# Slow West - Blu-ray Review



## Mike Edwards (Mar 10, 2011)

[img]http://www.hometheatershack.com/gallery/file.php?n=48178[/img] 
*Title: Slow West* 

*Movie:* :4.5stars:
*Video:* :4.5stars:
*Audio:* :4.5stars: 
*Extras:* :2stars: 

*HTS Overall Score:*85




[img]http://www.hometheatershack.com/gallery/file.php?n=48186[/img]*Summary*
I have a huge love for westerns, whether they be made in the U.S. or not. I grew up watching John Wayne, Clint Eastwood, Ernest Borgnine, Kevin Costner, Robert Duvall etc and have really enjoyed some of the foreign made westerns like “The Proposition” or “They Call Me Trinity”. I don’t care who makes them, but the old untamed wild west has a draw that captured the hearts of Americans (and people outside the U.S. as well) for decades. The western has seemed to have fallen out of popularity lately and good ones are few and far between (there are plenty of DTV westerns, but those aren’t exactly what I would consider top tier). “Slow West” is one of the few modern westerns that really sucks me into that feeling of excitement that I felt as a young kid. It’s incredibly patient and precise in its pacing, but that slow burn pays off in a fantastic end sequences that feels like a rattler stalking its prey. It creeps through the grace with what seems like a meandering and incredibly slow pace, but then once it is in range the strike rendered with a ferocity and speed that almost overwhelms you.

Traveling in 1800 something Colorado around the time of the civil war, young Jay Cavendish (Kodi Smit-McPhee) is traveling west from Scotland in pursuit of the love of his life, Rose Ross (Karen Pistorius). Rose and her father left from Scotland after Rose’s father ended up killing a nobleman, running from their homeland and taking up residence in the quiet state of Colorado. His naivety almost gets him killed after running into Indian killers, only to be saved by Silas Selleck (Michael Fassbender), a rough and tumble outlaw who agrees to take the kid’s money to act as bodyguard until they find Rose and her father. The one small bit of information missing from Jay’s little picture of perfection is that Silas is also after Rose and her father. It seems there’s a $2,000 dead or alive bounty on the immigrants heads and Silas, along with quite a few other undesirables, are on their way to find them. Needing the boy to lead him directly to the girl and her father, Silas masquerades as an innocent westerner, just biding his time. 

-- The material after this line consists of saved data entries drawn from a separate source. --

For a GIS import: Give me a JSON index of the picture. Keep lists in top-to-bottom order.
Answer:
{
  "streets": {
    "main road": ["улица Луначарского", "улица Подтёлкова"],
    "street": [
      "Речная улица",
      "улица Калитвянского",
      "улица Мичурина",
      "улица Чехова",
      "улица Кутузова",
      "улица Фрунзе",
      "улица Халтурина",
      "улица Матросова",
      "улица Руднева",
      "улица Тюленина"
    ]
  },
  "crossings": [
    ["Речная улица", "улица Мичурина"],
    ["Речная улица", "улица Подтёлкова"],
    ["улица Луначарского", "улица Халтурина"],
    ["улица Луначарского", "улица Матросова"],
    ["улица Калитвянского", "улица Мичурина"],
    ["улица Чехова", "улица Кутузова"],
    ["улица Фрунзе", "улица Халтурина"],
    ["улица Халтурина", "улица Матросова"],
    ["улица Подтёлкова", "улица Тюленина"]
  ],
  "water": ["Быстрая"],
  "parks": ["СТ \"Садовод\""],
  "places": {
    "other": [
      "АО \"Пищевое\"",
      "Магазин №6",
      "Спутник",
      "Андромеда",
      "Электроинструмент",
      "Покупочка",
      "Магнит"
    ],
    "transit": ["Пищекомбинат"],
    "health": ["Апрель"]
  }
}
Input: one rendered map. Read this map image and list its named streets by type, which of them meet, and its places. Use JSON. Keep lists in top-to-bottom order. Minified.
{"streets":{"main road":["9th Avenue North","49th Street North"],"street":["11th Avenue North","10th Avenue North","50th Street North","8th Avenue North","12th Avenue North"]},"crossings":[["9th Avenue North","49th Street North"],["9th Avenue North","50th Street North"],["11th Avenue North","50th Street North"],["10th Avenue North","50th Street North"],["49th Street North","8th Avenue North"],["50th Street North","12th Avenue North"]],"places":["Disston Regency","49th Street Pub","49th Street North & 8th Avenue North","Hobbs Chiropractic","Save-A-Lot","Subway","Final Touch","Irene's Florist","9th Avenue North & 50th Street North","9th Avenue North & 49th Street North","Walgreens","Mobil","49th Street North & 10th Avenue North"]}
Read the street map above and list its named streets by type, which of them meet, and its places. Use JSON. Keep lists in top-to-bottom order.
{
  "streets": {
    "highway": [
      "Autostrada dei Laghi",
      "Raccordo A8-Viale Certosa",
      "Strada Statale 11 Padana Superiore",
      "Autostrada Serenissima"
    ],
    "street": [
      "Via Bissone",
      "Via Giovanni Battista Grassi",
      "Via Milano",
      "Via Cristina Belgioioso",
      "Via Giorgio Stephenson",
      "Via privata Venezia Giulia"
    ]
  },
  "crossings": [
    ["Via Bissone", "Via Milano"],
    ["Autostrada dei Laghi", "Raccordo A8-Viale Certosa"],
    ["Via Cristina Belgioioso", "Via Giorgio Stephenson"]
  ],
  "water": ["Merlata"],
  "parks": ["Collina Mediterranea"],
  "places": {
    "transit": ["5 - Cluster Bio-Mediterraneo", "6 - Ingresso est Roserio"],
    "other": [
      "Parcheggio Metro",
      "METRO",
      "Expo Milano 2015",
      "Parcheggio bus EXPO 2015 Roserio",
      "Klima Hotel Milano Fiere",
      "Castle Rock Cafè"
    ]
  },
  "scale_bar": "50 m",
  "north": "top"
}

As they traverse the state of Colorado a begrudging sort of friendship forms between Silas and Jay. It’s never said, and never really needs to, but it’s still there none the less. After meeting up with, and narrowly escape from, a band of outlaws from Silas’ past, led by a Mr. Payne (Ben Mendelsohn) Silas fills Jay in on the reality of the situation. Men are coming, lots of men and there may not be much hope for Rose and her father. Desperately in love with the girl, Jay refuses to give up and with the help of Silas tries to make one last ditch effort to meet the girl he loves.

[img]http://www.hometheatershack.com/gallery/file.php?n=48194[/img]The simplicity of the tale is really “Slow West’s” greatest blessing. It’s short and sweet, with an 84 minute runtime that doesn’t over stay its welcome. Silas and Jay are the main characters, but every character they interact with plays a part in the story, no matter how big or how small. Jay’s first interaction with death comes at the hands of a Swedish father who tries to rob a general store, and forces Jay to fire his weapon for the first time in his life. He’s seen death before, as Silas saves his life at the beginning of the film by putting a bullet in a murderous man, but he’s never actually experienced it before. This piece of reality begins to pull him out of the naïve worldview that he has become accustomed to. Each step of the journey is nothing but a stepping stone to get to his beloved Rose (and using flashbacks throughout the film we see his loving adoration, although it is also hinted at that there may be some sort of disappointment in that department when he actually meets up with her), and though he walks with his head in the clouds, slowly but surely he begins to realize the harshness of the west.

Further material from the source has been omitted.